The court of appeals, in an opinion written by Judge Schudson, reversed.
Clearly the trial court has the discretionary authority to sanction violations
of its orders. Wis. Stat. § 805.03. Moreover, Wis. Stat. section 802.12
authorizes the court, as part of its scheduling order, to compel attempts
to mediate and settle. Nonetheless, not all cases will settle and parties
cannot be compelled to abandon tenable defenses or claims. No factual
basis existed for determining whether either party mediated in "good faith"
and the record disclosed that the judge misunderstood the nature of mediation.

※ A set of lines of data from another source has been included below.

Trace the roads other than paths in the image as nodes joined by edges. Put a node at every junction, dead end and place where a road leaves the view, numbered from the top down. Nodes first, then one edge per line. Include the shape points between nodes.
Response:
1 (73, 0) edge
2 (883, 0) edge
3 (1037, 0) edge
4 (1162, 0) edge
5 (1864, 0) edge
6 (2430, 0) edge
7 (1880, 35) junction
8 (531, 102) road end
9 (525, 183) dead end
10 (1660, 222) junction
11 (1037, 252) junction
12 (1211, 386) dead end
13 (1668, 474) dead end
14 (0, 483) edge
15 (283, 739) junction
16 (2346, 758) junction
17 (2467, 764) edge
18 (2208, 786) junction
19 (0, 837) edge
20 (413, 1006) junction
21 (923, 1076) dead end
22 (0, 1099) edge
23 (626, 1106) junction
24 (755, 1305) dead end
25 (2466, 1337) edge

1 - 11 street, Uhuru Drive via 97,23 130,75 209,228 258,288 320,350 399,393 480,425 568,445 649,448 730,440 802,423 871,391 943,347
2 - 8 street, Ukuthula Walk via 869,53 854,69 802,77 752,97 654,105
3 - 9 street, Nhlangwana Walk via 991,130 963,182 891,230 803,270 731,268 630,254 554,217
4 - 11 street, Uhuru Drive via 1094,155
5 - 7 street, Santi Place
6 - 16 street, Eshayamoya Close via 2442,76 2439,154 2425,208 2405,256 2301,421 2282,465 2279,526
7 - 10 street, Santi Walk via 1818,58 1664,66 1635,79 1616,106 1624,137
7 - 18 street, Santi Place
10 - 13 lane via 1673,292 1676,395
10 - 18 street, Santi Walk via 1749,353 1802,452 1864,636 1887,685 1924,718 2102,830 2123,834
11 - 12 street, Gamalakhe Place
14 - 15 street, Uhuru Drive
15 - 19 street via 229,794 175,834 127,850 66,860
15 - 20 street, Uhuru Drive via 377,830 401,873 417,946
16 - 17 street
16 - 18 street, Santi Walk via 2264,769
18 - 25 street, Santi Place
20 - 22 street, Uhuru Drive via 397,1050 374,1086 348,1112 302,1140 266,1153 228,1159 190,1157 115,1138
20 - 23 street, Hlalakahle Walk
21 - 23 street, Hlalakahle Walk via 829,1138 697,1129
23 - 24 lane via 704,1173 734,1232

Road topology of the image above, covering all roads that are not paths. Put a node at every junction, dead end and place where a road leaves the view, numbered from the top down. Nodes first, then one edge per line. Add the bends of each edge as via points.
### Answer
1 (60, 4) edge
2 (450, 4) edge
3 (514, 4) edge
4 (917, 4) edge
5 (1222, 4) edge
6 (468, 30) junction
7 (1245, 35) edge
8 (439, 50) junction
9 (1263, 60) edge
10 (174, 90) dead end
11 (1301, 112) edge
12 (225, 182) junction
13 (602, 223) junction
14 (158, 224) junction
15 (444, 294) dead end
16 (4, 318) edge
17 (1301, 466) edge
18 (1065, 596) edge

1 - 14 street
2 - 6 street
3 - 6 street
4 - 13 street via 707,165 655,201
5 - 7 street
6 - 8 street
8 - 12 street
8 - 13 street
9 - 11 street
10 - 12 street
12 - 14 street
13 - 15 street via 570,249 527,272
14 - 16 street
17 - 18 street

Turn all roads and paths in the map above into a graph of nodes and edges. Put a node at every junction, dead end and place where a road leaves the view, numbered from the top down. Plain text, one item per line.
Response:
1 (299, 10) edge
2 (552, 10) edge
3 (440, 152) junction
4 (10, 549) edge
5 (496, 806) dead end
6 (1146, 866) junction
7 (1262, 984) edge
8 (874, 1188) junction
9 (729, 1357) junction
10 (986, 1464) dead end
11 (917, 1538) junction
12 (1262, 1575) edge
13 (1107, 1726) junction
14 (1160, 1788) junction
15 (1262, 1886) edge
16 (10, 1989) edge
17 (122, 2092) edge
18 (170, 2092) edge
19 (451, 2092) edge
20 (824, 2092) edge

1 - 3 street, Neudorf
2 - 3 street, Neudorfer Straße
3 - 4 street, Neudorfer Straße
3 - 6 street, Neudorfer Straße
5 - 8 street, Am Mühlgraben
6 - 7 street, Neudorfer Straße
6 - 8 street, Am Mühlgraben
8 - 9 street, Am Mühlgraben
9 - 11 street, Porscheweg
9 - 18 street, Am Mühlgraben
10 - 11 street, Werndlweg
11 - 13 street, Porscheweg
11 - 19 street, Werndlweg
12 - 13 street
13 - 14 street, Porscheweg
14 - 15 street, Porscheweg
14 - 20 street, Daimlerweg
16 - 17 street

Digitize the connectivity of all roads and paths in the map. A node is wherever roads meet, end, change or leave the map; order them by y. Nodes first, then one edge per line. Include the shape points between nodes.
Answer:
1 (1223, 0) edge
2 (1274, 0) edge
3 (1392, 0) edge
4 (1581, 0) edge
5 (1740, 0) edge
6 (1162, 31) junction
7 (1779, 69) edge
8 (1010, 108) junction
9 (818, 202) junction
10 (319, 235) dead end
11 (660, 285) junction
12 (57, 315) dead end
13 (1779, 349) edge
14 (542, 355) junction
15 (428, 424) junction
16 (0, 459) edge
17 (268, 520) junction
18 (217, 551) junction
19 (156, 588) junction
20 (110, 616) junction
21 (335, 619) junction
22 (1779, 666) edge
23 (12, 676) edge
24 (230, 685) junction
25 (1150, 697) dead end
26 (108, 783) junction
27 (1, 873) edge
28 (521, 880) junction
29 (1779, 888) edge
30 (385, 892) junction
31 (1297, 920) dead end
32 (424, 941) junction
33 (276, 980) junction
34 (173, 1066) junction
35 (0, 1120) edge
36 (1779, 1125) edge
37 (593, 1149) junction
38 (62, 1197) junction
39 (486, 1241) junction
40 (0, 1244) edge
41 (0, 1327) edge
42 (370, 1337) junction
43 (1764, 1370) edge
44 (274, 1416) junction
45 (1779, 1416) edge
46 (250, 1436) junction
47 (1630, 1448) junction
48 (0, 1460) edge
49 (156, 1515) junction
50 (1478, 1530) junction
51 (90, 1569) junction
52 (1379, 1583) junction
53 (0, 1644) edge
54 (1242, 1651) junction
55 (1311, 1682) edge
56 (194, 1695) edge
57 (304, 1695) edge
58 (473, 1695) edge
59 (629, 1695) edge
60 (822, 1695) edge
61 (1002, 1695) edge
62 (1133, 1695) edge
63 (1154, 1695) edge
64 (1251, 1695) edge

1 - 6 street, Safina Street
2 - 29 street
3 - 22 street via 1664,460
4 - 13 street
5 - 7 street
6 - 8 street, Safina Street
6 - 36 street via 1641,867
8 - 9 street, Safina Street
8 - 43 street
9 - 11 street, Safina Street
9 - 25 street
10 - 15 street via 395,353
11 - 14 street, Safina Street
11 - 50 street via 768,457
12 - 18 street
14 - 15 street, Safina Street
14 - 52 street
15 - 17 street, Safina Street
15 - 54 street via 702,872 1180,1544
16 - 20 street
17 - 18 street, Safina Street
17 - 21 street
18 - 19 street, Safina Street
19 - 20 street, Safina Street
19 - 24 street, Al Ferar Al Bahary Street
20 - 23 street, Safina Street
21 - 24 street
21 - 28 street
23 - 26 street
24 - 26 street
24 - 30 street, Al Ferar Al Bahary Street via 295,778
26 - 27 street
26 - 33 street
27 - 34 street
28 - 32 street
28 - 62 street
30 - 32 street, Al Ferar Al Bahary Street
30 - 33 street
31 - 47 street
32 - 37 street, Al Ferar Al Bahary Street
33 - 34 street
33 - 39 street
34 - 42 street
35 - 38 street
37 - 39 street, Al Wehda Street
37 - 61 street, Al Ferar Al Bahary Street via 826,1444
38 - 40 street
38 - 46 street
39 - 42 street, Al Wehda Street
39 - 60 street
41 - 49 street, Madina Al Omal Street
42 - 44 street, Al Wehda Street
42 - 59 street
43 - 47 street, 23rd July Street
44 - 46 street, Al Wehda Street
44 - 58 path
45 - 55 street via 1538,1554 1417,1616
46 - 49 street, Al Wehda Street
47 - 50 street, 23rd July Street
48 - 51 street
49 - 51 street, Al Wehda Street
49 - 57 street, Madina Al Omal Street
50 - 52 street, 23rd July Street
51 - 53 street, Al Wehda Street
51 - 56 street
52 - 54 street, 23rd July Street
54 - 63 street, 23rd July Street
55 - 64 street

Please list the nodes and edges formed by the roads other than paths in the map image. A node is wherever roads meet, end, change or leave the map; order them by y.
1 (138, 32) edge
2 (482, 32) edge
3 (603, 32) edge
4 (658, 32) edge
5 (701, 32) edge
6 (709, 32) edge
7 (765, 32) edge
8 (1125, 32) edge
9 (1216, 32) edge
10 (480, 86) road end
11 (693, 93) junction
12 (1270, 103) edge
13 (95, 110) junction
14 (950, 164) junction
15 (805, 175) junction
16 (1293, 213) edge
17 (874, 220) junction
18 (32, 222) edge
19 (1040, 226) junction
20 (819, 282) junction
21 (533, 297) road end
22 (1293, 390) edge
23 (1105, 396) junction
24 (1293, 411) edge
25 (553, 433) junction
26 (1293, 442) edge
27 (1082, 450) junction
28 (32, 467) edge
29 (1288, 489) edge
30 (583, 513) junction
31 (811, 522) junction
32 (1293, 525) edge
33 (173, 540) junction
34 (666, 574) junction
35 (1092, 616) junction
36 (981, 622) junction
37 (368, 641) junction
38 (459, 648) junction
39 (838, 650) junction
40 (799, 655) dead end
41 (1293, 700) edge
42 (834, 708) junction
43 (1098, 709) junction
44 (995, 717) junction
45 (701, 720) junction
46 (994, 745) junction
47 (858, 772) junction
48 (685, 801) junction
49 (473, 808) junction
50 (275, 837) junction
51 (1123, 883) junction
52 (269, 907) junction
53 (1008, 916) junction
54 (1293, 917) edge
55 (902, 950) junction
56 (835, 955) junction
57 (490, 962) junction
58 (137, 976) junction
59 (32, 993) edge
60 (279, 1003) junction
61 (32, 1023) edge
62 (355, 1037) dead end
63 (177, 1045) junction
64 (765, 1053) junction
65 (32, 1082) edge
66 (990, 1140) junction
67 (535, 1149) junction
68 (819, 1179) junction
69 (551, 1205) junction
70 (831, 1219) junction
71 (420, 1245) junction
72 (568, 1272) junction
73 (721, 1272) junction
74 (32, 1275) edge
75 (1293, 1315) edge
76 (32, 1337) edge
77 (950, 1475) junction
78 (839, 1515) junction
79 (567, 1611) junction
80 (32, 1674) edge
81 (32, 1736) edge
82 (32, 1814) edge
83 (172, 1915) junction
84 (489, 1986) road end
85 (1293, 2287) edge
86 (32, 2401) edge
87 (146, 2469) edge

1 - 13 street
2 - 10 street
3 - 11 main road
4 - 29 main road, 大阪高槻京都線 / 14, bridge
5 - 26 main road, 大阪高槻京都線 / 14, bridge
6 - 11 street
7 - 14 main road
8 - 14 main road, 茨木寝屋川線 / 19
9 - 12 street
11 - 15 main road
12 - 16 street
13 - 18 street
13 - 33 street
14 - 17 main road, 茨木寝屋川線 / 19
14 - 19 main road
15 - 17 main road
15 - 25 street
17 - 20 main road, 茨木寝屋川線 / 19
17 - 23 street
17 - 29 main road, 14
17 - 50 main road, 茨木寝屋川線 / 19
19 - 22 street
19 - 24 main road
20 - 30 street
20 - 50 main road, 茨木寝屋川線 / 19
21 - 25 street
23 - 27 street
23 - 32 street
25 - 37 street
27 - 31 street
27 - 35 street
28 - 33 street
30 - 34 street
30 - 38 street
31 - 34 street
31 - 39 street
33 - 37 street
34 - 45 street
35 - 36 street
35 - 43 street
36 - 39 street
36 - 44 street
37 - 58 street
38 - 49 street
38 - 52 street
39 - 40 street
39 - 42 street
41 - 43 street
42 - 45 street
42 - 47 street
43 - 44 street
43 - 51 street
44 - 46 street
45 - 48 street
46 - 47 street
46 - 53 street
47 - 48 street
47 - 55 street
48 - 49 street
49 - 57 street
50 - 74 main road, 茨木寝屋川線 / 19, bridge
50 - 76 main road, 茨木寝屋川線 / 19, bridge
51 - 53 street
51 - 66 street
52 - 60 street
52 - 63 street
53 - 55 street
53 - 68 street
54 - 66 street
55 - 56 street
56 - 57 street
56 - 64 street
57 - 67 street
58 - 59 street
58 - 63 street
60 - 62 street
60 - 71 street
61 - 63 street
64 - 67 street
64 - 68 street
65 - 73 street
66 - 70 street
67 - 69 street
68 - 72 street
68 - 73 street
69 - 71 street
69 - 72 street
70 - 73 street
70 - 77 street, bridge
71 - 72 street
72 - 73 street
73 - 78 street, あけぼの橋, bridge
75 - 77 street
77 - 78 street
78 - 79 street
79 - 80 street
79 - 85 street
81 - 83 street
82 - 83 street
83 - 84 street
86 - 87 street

In short, the trial judge violated the "restraint" recognized in case
law that permits judges to "suggest" settlement parameters but forbids
them from becoming "too persistent" or forcing a resolution (¶16).
Finally, a sanction that takes the form of striking pleadings and entering
judgment for the opposing party is justified only by "egregious" misconduct.
Contracts
Employment Contracts - Damages for Breach - Consequential Damages
Kramer v. Board of Educ. of
the School Dist. of the Menomonie Area, 2001 WI App 244 (filed
25 Sept. 2001) (ordered published 31 Oct. 2001)
The plaintiff had an employment contract with the School District of
the Menomonie Area for a two-year term beginning July 1, 1997, and ending
June 30, 1999. Before the end of the contract period, his position was
eliminated and he was terminated. His last day of work was Oct. 17, 1997.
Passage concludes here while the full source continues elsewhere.